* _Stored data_
┌────────
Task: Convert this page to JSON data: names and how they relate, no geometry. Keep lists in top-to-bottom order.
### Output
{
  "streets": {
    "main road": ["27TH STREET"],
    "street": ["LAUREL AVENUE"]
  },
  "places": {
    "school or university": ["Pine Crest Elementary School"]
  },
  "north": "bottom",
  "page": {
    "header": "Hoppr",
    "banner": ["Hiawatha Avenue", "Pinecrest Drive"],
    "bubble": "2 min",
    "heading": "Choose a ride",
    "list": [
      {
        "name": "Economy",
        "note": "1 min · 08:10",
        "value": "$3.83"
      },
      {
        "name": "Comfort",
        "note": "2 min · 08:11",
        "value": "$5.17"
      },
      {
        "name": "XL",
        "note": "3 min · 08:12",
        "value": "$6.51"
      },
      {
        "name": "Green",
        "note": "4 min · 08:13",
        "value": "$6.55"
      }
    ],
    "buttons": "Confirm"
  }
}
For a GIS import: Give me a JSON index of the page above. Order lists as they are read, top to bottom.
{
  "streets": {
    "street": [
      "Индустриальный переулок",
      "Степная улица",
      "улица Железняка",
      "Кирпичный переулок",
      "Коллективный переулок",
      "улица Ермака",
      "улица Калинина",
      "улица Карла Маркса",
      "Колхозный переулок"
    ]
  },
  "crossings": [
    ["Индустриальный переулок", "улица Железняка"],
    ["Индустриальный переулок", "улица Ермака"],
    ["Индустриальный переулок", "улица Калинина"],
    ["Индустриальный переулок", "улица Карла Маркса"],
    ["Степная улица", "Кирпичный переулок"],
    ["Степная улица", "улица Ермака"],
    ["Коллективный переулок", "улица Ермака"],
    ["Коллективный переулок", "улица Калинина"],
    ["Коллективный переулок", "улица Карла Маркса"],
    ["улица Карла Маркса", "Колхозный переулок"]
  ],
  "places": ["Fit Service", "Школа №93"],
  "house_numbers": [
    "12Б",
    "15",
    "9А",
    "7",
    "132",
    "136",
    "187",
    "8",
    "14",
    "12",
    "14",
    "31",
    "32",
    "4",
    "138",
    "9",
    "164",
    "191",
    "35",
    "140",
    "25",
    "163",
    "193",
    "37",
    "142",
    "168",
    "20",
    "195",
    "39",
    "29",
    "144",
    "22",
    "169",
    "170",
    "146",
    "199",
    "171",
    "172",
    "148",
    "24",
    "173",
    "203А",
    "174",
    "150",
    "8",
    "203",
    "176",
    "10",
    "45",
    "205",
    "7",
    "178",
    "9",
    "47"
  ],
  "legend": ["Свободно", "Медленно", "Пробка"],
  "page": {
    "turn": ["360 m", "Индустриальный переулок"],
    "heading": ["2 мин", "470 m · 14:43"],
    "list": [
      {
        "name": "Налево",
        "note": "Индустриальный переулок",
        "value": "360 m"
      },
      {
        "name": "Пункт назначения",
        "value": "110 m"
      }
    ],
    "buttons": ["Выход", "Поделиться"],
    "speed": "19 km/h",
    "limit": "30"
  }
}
└────────
* _Task_
Word for word, write out the entries above again.

* _Answer to this task_
Task: Convert this page to JSON data: names and how they relate, no geometry. Keep lists in top-to-bottom order.
### Output
{
  "streets": {
    "main road": ["27TH STREET"],
    "street": ["LAUREL AVENUE"]
  },
  "places": {
    "school or university": ["Pine Crest Elementary School"]
  },
  "north": "bottom",
  "page": {
    "header": "Hoppr",
    "banner": ["Hiawatha Avenue", "Pinecrest Drive"],
    "bubble": "2 min",
    "heading": "Choose a ride",
    "list": [
      {
        "name": "Economy",
        "note": "1 min · 08:10",
        "value": "$3.83"
      },
      {
        "name": "Comfort",
        "note": "2 min · 08:11",
        "value": "$5.17"
      },
      {
        "name": "XL",
        "note": "3 min · 08:12",
        "value": "$6.51"
      },
      {
        "name": "Green",
        "note": "4 min · 08:13",
        "value": "$6.55"
      }
    ],
    "buttons": "Confirm"
  }
}
For a GIS import: Give me a JSON index of the page above. Order lists as they are read, top to bottom.
{
  "streets": {
    "street": [
      "Индустриальный переулок",
      "Степная улица",
      "улица Железняка",
      "Кирпичный переулок",
      "Коллективный переулок",
      "улица Ермака",
      "улица Калинина",
      "улица Карла Маркса",
      "Колхозный переулок"
    ]
  },
  "crossings": [
    ["Индустриальный переулок", "улица Железняка"],
    ["Индустриальный переулок", "улица Ермака"],
    ["Индустриальный переулок", "улица Калинина"],
    ["Индустриальный переулок", "улица Карла Маркса"],
    ["Степная улица", "Кирпичный переулок"],
    ["Степная улица", "улица Ермака"],
    ["Коллективный переулок", "улица Ермака"],
    ["Коллективный переулок", "улица Калинина"],
    ["Коллективный переулок", "улица Карла Маркса"],
    ["улица Карла Маркса", "Колхозный переулок"]
  ],
  "places": ["Fit Service", "Школа №93"],
  "house_numbers": [
    "12Б",
    "15",
    "9А",
    "7",
    "132",
    "136",
    "187",
    "8",
    "14",
    "12",
    "14",
    "31",
    "32",
    "4",
    "138",
    "9",
    "164",
    "191",
    "35",
    "140",
    "25",
    "163",
    "193",
    "37",
    "142",
    "168",
    "20",
    "195",
    "39",
    "29",
    "144",
    "22",
    "169",
    "170",
    "146",
    "199",
    "171",
    "172",
    "148",
    "24",
    "173",
    "203А",
    "174",
    "150",
    "8",
    "203",
    "176",
    "10",
    "45",
    "205",
    "7",
    "178",
    "9",
    "47"
  ],
  "legend": ["Свободно", "Медленно", "Пробка"],
  "page": {
    "turn": ["360 m", "Индустриальный переулок"],
    "heading": ["2 мин", "470 m · 14:43"],
    "list": [
      {
        "name": "Налево",
        "note": "Индустриальный переулок",
        "value": "360 m"
      },
      {
        "name": "Пункт назначения",
        "value": "110 m"
      }
    ],
    "buttons": ["Выход", "Поделиться"],
    "speed": "19 km/h",
    "limit": "30"
  }
}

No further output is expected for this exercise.